» About this task: Look through the records, and whenever a line includes the word "bottom", copy it.

» Working data:
_ _ _ _
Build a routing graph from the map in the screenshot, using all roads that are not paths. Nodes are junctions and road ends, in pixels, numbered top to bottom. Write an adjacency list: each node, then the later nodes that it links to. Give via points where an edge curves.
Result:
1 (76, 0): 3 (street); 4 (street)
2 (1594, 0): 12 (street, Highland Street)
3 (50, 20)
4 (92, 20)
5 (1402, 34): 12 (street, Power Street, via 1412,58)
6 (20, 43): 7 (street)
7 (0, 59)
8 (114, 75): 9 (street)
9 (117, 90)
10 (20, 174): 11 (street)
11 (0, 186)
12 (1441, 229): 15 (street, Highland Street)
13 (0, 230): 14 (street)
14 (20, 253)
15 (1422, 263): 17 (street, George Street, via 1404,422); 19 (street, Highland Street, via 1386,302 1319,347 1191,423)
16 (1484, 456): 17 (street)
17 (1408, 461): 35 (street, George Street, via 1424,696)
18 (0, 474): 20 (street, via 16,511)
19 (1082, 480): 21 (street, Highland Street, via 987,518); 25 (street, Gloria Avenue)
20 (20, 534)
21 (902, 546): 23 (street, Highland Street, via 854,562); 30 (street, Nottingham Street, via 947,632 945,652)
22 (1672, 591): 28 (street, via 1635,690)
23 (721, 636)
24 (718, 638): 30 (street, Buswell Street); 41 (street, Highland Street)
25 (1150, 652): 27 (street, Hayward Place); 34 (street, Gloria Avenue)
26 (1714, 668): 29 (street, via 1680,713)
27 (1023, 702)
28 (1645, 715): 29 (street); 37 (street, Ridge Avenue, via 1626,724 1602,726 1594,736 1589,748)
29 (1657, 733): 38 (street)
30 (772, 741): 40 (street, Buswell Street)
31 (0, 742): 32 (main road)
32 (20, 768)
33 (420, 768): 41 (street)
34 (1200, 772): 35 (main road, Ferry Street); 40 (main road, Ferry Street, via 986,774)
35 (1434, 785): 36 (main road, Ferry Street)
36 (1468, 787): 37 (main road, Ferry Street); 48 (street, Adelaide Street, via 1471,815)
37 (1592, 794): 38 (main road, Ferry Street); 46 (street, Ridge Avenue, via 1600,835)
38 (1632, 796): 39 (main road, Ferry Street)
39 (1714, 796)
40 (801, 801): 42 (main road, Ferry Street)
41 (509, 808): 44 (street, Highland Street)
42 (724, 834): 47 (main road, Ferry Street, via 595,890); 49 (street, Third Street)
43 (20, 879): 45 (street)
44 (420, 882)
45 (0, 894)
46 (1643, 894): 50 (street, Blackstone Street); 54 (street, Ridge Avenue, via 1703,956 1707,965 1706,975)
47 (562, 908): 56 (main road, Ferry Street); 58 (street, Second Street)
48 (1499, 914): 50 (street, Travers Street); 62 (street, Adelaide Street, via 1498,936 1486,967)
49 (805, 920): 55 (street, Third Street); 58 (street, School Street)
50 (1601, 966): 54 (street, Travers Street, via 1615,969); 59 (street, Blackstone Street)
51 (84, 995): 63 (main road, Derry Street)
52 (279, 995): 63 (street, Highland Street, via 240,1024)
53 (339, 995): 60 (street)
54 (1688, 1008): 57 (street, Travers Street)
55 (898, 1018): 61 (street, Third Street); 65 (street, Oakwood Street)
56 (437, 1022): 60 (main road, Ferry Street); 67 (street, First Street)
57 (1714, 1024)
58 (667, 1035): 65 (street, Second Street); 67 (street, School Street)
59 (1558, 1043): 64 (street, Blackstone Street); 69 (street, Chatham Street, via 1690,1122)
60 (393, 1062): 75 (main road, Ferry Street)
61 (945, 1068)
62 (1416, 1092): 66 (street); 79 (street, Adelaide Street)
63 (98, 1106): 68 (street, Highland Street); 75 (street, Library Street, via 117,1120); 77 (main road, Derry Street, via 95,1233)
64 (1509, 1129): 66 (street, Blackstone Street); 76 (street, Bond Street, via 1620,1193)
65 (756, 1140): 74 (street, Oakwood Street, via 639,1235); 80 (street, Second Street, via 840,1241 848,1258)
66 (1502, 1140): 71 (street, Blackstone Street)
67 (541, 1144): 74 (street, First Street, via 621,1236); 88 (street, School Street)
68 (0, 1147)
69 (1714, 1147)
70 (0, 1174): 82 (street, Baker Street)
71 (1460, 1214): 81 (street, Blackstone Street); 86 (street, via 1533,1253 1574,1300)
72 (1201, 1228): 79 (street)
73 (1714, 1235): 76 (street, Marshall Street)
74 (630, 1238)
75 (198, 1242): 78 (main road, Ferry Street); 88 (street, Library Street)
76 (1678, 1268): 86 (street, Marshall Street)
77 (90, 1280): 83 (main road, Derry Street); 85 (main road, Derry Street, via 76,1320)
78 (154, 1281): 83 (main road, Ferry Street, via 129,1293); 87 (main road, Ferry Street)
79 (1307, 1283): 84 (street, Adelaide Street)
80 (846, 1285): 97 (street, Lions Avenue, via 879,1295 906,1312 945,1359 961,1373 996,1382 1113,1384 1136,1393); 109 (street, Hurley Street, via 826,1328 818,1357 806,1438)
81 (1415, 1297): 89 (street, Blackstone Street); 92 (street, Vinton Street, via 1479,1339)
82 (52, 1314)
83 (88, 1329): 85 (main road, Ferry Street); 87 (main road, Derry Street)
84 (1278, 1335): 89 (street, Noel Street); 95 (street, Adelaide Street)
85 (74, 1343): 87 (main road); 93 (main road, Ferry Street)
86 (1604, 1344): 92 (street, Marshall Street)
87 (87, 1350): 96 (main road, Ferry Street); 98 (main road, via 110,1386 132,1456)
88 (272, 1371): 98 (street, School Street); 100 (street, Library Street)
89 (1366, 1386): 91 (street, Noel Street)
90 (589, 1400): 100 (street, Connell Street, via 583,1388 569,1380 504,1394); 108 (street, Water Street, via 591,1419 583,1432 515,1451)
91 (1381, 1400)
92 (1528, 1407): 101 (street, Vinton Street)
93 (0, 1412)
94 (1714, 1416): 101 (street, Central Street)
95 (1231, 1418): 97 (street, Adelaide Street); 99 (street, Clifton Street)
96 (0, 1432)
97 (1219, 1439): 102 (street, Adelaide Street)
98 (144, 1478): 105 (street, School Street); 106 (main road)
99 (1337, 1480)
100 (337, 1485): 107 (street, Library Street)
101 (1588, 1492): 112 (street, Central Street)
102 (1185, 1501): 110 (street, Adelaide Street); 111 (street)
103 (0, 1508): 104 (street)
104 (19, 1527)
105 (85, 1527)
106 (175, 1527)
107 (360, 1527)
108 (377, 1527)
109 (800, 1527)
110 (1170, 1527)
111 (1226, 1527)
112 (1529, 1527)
_ _ _ _
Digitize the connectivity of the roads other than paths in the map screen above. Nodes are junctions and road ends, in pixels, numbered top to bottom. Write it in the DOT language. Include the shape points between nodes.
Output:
_ _ _ _
» Exercise response:
Build a routing graph from the map in the screenshot, using all roads that are not paths. Nodes are junctions and road ends, in pixels, numbered top to bottom. Write an adjacency list: each node, then the later nodes that it links to. Give via points where an edge curves.
Digitize the connectivity of the roads other than paths in the map screen above. Nodes are junctions and road ends, in pixels, numbered top to bottom. Write it in the DOT language. Include the shape points between nodes.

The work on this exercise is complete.